3.4. Enfermedad inflamatoria intestinal activa y espondiloartritis, axial o periférica, quiescente
En aquellos casos en los que se emplean AINE para mantener la remisión de la EspA, este tratamiento debe evitarse y optar por otras alternativas como SSZ o infiltraciones locales de esteroides cuando sea posible[11, 16]. Cabe la posibilidad de que esta limitación obligue a considerar como alternativa el tratamiento antiTNFα, lo cual debe ser tenido en cuenta a la hora de plantear el tratamiento de la EII[12, 11, 23].
En el caso de la CU puede ser aconsejable incrementar las dosis de aminosalicilatos, lo cual no siempre es posible cuando se trata de SSZ, por lo que puede ser razonable optar por dosis altas de mesalazina, y añadir mesalazina tópica en los casos en los que resulte apropiado[42, 60].
Con respecto al uso de inmunomoduladores, no sería necesario cambiar de criterio si se pretende usar AZA para la EII, la alternativa más habitual, si la EspA no necesita de inmunosupresores para mantenerse en remisión[22]. Si el paciente que precisa inmunosupresores para la EII ya estaba recibiendo MTX por algún tipo de EspA-p, no es apropiada su sustitución por AZA ya que ésta no es útil en la EspA[5]. Si MTX no es útil en la inducción o el mantenimiento de la remisión de la EII a pesar de ser eficaz en el control de la EspA, estaría indicado el empleo de tratamientos biológicos, ya fueran antiTNFα o no. Por otra parte, si la EspA-p se controla con leflunomida y, dado que la diarrea es un efecto adverso frecuente, es razonable proponer una alternativa terapéutica en aquellos pacientes con actividad de la EII[7, 13].
En aquellos pacientes que mantienen la remisión de la EspA con tratamientos biológicos antiTNFα pero presentan actividad de la EII, es posible que las dosis que son suficientes para la EspA no lo sean para la EII[12, 23]. Estos pacientes se pueden beneficiar de un ajuste de dosis, pero también de la asociación de un inmunosupresor y en último término de un cambio de biológico.
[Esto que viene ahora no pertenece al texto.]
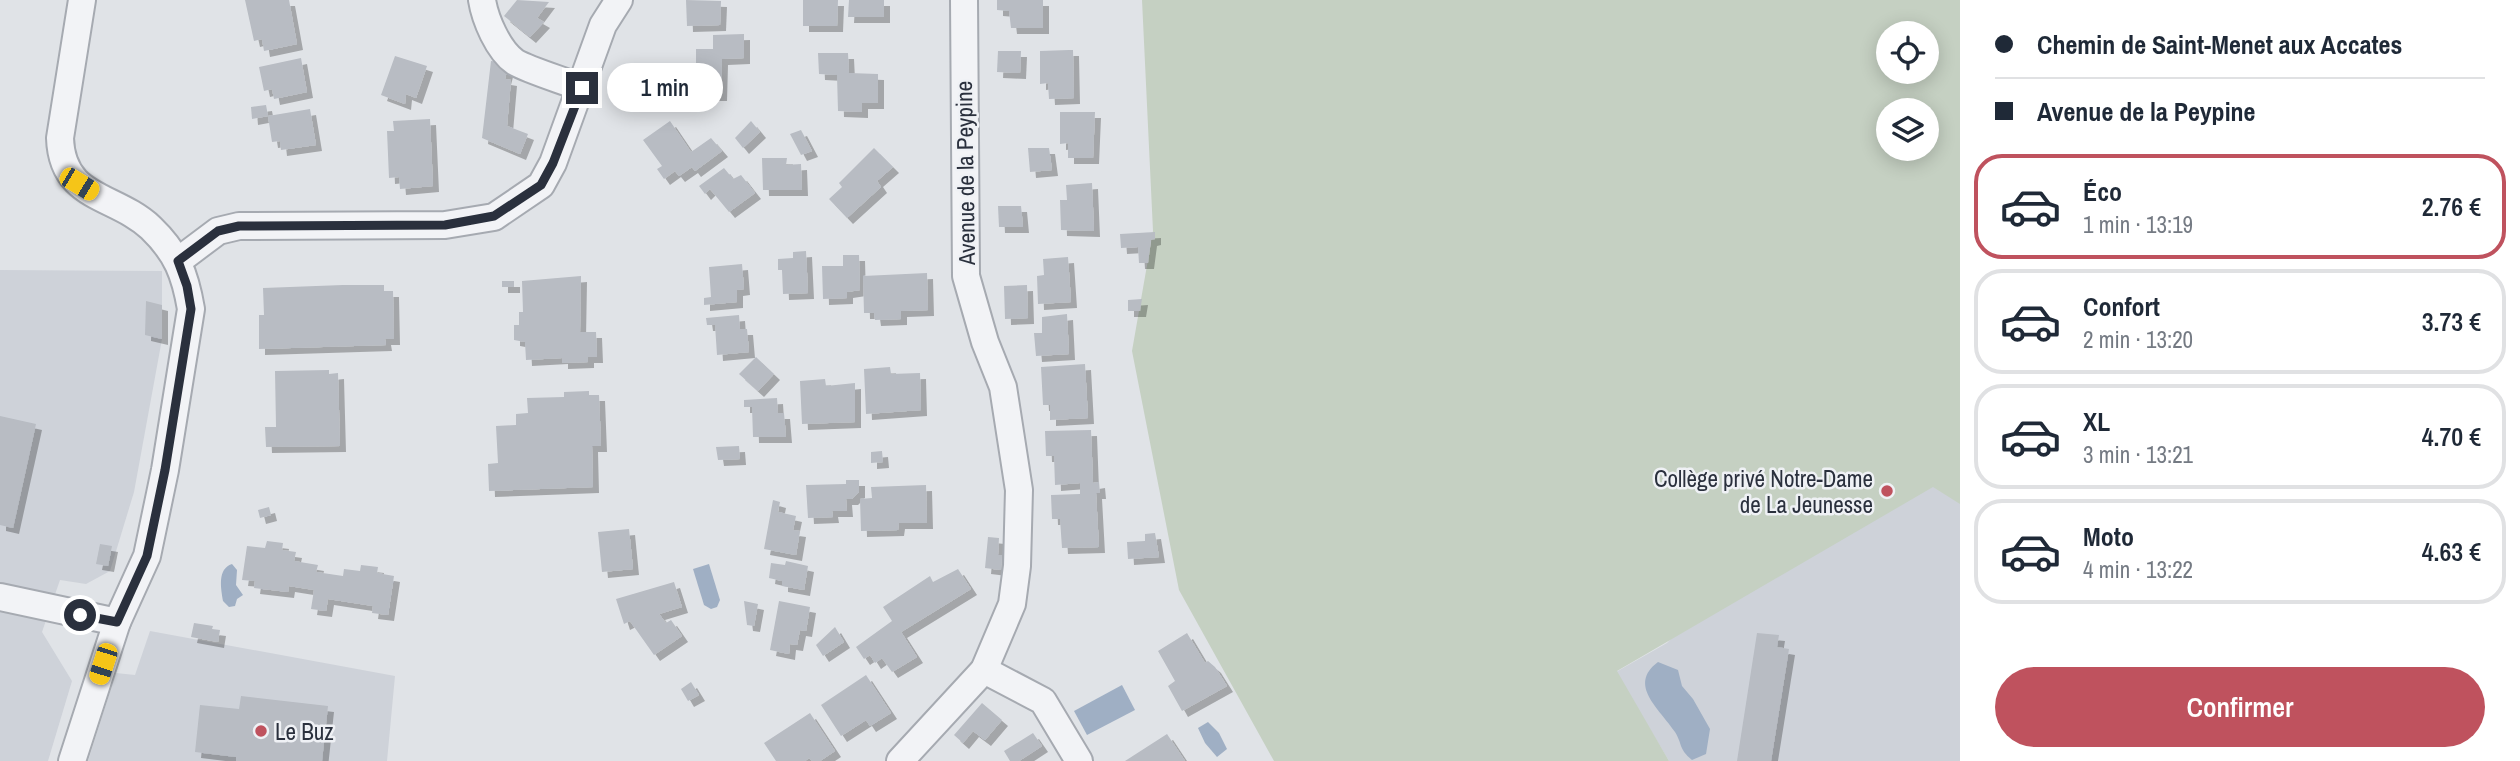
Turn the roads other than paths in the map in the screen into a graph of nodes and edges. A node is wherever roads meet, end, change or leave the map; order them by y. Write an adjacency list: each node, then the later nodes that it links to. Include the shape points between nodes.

La posibilidad de determinar niveles de fármaco y anticuerpos puede ser de ayuda para tomar la mejor decisión[59]. Si el tratamiento antiTNFα empleado para mantener la remisión de la EspA no es apropiado para la EII, es razonable el cambio de biológico (Tabla 1). Por otra parte, si la EspA necesita de un tratamiento antiTNFα para mantenerse en remisión, es preciso evitar en la medida de lo posible el cambio de diana terapéutica en el tratamiento de la EII.